False labeling class actions are often mired in debates about how a reasonable consumer would understand a product’s label. In many cases, the fight is centered on what third-party certification marks warrant to reasonable consumers. In Dzielak v. Whirlpool Corporation, — F.4th —, No. 20-2551, 2023 WL 6331102 (3rd Cir. Sept. 29, 2023), the Third Circuit articulated powerful arguments against finding that these marks create broad warranties.
Dzielak concerned the rules and regulations surrounding the EPA’s “Energy Star Program,” a voluntary labeling program administered by the Department of Energy that is designed to promote energy-efficient products to consumers. Under the program, products—such as clothes washers—that pass efficiency tests created by the DOE are eligible to display the “Energy Star” logo, a registered mark owned by the EPA.
Starting in April 2009, Whirlpool sold three clothes washers that were permitted to display the Energy Star logo. In July 2010, however, the DOE issued new guidance on how to measure compliance with its efficiency standards. Whirlpool’s washers underwent months-long recertification testing under the new method, but they were unable to meet the DOE’s standards. The DOE permitted Whirlpool to continue to use the Energy Star logo until February 2011, but Whirlpool instead chose to discontinue its three washers.
In 2012, purchasers of the three models filed a class action lawsuit against Whirlpool and several retailers for violating state consumer-protection statutes and breaching various warranties. The plaintiffs alleged that Whirlpool’s use of the Energy Star logo misled them into believing that the washers satisfied the Energy Star Program’s standards under the July 2010 testing method.

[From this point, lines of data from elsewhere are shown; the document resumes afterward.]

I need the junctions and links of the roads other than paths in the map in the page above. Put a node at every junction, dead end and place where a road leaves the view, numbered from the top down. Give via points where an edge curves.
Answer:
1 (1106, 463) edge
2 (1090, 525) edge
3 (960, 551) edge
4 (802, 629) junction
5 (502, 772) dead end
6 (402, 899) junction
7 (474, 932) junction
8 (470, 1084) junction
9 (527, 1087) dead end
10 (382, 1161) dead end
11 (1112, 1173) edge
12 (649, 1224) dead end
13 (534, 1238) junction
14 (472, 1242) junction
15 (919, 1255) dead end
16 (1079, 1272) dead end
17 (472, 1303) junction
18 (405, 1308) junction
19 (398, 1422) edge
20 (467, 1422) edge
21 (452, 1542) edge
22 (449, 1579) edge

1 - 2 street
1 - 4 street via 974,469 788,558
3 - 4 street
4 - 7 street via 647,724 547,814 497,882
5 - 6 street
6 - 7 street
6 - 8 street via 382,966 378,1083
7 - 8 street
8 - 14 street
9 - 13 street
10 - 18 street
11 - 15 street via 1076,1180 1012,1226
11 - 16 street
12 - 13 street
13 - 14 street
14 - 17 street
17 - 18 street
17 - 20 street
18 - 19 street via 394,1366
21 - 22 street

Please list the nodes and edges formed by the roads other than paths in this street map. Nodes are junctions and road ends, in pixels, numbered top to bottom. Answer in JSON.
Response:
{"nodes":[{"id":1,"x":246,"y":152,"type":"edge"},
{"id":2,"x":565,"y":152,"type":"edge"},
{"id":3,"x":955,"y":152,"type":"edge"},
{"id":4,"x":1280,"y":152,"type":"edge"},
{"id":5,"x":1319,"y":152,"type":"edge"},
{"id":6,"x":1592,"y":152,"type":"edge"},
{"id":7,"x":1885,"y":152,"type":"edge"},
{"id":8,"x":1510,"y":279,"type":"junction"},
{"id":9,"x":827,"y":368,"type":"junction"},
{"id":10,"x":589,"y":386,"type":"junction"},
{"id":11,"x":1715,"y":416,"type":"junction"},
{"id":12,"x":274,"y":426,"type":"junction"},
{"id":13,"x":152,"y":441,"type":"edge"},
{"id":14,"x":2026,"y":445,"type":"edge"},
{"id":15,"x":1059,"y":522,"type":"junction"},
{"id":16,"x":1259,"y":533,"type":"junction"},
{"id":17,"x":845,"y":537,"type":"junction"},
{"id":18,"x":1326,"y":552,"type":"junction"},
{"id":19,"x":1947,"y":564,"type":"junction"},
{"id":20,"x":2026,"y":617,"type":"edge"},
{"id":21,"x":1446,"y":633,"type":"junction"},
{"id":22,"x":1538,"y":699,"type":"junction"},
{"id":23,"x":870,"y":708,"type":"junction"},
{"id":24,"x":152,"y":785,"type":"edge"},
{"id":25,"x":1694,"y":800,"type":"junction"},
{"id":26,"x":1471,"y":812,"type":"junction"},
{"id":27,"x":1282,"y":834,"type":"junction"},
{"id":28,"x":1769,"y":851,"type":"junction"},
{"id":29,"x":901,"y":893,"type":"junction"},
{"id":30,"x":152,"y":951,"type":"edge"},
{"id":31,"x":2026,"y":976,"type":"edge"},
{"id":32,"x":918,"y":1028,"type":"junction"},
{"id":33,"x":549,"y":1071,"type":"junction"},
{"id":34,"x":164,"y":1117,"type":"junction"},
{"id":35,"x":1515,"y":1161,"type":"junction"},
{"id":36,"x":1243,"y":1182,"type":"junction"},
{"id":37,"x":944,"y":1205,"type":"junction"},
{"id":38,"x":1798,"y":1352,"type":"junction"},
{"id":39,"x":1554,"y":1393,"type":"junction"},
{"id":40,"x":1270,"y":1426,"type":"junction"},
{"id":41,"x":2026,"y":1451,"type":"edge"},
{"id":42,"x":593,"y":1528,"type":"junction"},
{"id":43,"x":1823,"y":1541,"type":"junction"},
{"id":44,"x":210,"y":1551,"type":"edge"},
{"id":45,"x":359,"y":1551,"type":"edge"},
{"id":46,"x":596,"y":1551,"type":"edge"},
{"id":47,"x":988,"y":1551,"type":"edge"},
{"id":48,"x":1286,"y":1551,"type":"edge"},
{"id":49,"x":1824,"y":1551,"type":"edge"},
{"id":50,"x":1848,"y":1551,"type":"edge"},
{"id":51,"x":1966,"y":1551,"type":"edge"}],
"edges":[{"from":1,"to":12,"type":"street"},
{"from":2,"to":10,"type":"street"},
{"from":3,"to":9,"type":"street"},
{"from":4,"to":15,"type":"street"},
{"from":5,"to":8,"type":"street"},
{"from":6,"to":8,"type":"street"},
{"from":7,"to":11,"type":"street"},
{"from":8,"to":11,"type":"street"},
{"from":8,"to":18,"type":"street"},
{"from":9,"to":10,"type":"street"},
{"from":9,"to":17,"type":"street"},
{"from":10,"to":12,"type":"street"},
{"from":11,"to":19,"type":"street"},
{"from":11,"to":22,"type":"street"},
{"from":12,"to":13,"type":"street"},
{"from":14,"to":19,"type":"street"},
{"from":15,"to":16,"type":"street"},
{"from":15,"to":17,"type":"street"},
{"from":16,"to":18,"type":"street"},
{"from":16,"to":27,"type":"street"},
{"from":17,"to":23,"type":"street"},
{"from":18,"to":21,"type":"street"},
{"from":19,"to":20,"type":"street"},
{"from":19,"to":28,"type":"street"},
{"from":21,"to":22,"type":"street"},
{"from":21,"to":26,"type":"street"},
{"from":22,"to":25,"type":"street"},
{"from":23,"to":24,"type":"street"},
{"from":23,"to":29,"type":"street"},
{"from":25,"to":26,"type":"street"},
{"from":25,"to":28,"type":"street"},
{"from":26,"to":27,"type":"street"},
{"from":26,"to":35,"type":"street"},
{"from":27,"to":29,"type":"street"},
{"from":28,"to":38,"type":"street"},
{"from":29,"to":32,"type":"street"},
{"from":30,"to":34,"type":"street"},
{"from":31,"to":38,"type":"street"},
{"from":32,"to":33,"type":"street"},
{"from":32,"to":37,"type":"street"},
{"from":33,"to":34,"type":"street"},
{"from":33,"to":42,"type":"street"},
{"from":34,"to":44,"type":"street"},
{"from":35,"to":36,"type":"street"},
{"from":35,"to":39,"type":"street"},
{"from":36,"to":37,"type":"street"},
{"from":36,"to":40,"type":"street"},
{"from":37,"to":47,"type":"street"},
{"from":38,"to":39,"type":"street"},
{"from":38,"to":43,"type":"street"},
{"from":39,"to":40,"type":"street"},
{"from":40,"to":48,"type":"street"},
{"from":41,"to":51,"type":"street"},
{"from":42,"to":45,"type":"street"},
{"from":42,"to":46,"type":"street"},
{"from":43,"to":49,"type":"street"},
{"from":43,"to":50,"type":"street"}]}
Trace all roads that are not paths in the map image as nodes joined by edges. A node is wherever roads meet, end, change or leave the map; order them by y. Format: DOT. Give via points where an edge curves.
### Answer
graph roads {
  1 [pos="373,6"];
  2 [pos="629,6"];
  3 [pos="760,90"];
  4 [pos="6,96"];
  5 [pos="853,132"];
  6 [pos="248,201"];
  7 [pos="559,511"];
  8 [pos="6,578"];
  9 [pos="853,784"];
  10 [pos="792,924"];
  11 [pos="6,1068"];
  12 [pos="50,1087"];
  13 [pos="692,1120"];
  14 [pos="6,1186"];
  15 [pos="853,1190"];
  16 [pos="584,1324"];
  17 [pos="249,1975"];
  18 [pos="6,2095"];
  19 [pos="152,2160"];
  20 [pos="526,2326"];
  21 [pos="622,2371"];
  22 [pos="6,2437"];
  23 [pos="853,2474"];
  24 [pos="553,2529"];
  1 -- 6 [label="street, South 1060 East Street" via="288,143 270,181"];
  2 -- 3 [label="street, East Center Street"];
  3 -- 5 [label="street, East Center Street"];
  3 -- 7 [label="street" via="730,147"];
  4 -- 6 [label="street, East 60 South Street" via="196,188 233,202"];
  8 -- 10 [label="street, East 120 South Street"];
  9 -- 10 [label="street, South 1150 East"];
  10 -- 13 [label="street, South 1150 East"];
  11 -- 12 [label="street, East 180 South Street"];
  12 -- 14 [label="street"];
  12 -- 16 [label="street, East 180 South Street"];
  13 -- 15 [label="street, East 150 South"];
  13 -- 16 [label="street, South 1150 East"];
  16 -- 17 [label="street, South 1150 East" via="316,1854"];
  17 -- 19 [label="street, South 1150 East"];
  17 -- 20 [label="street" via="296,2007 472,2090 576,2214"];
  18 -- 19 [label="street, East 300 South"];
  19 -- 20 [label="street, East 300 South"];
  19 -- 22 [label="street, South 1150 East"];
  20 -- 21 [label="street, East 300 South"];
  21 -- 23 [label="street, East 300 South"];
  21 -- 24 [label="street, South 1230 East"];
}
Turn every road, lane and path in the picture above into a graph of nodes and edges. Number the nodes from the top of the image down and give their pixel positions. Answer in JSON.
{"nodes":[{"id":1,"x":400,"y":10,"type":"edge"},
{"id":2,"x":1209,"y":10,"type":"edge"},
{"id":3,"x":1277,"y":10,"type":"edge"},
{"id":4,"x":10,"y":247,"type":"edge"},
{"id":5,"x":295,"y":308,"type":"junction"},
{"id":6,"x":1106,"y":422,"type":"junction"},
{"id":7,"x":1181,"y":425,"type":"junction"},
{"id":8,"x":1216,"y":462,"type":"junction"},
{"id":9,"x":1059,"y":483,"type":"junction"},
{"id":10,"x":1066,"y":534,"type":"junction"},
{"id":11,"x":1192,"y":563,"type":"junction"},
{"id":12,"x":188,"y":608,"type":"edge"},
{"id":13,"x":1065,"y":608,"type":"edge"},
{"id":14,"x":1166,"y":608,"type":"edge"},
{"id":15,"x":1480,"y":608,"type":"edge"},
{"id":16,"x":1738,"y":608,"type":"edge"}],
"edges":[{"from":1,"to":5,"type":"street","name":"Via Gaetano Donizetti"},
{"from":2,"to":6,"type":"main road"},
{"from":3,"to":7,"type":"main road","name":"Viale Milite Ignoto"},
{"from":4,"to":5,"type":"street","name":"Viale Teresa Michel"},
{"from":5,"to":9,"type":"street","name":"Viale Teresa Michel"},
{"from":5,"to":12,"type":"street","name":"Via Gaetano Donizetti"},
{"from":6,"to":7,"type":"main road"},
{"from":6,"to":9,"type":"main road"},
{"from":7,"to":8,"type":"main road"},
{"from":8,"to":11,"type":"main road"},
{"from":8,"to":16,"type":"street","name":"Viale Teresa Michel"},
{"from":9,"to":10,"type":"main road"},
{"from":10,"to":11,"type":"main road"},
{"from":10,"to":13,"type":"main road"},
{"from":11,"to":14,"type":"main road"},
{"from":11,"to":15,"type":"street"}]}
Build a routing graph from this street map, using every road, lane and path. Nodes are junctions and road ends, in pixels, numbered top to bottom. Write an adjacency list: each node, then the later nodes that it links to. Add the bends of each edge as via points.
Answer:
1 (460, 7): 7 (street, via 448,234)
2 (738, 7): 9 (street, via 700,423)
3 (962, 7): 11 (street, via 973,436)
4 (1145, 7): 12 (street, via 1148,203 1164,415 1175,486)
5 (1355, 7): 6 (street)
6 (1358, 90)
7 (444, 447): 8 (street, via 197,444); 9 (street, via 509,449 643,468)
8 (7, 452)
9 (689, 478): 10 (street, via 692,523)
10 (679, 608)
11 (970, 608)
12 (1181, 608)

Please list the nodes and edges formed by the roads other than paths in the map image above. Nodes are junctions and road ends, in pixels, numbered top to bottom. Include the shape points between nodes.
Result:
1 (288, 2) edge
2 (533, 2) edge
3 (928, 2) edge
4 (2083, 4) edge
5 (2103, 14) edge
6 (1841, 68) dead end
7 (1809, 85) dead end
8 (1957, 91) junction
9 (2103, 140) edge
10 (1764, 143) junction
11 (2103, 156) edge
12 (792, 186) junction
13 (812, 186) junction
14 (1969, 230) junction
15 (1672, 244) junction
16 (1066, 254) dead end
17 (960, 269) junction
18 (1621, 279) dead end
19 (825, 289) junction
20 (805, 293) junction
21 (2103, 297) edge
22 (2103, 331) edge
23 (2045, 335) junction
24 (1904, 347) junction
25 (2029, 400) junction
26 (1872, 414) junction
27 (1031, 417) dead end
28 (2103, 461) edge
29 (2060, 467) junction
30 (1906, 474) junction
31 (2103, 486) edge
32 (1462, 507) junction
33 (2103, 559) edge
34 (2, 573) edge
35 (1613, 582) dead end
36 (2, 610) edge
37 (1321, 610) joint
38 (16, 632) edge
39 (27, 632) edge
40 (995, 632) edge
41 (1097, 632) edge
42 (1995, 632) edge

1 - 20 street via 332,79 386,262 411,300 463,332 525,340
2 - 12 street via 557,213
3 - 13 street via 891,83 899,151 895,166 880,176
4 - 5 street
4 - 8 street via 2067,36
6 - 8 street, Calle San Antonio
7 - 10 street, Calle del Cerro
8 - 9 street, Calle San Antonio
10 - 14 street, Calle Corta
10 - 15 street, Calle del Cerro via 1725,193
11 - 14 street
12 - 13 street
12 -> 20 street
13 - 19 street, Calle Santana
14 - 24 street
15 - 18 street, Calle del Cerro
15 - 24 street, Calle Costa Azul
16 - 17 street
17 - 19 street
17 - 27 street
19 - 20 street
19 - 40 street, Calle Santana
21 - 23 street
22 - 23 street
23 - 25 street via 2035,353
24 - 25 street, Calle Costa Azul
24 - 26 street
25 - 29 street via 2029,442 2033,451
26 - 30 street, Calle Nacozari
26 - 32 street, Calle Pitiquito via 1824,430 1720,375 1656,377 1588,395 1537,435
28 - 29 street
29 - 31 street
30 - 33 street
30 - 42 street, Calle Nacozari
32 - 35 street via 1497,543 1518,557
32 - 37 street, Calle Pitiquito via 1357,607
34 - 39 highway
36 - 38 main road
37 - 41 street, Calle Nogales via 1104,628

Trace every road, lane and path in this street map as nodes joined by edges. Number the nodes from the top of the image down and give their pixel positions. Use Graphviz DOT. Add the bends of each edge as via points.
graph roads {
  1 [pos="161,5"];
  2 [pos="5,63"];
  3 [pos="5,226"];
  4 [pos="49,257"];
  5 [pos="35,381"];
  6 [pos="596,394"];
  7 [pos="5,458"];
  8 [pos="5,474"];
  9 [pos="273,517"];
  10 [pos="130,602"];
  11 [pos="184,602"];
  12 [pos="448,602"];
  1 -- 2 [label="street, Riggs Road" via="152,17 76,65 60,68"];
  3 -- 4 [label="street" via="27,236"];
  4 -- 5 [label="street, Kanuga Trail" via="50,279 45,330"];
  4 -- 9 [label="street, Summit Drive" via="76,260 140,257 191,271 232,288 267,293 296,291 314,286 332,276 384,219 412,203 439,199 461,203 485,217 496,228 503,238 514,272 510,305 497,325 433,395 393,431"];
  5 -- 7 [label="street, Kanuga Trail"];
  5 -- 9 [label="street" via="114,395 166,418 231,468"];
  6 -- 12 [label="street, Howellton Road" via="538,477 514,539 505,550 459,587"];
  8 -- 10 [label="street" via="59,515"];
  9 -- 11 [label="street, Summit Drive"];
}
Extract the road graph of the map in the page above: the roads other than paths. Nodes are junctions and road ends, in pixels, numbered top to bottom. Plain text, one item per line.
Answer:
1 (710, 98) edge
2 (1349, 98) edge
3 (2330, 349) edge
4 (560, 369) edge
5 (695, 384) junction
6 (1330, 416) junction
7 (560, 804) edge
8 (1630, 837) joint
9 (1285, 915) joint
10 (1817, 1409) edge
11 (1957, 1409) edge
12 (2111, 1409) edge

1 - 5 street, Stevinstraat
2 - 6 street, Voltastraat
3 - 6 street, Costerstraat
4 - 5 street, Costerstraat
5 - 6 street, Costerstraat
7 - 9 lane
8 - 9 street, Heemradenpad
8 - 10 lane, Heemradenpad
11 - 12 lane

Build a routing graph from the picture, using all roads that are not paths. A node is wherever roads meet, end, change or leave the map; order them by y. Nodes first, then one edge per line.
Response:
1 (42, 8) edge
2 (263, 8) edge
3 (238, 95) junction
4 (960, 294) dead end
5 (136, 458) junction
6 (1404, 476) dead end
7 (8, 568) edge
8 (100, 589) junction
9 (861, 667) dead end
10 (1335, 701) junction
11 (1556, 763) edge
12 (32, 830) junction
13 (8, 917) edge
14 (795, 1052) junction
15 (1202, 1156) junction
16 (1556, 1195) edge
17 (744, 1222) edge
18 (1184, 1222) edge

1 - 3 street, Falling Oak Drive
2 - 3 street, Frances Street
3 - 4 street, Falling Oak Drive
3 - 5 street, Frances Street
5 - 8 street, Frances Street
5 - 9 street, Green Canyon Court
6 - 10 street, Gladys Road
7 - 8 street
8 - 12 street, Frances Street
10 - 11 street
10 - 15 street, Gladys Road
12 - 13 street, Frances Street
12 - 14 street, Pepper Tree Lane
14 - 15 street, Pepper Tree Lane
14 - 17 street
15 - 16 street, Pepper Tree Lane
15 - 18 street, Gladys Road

On appeal, the Third Circuit grappled with what type of warranty the Energy Star logo creates. Without formally deciding, the Court favored the narrowest theory: the use of the logo indicated only that the EPA and the DOE authorized Whirlpool to use the mark. The Court was skeptical that the logo warranted that the washers met the DOE’s standards under a specific testing method because nothing in the record suggested that ordinary consumers possessed a deep technical understanding of the DOE’s test procedures. The Court was likewise unconvinced that the logo told consumers that the washers were more energy efficient than most items sold in the same category, as that reading would render authorized users of a certification mark liable for the mark owner’s wrongful approval, contravening federal trademark law.
Ultimately, the Court did not decide which theory to adopt because all three supported the denial of the plaintiffs’ claims. Whirlpool was authorized to use the Energy Star mark for the entire life of the washers, the washers were in fact more energy efficient than most items sold in the same category, and the DOE did not formally complete recertification testing until after Whirlpool discontinued the three models.
Although the Third Circuit did not formally decide which warranty theory to adopt, Dzielak provides powerful arguments against broad warranty theories based on third party certification. Defendants facing similar claims should therefore strongly consider raising these arguments.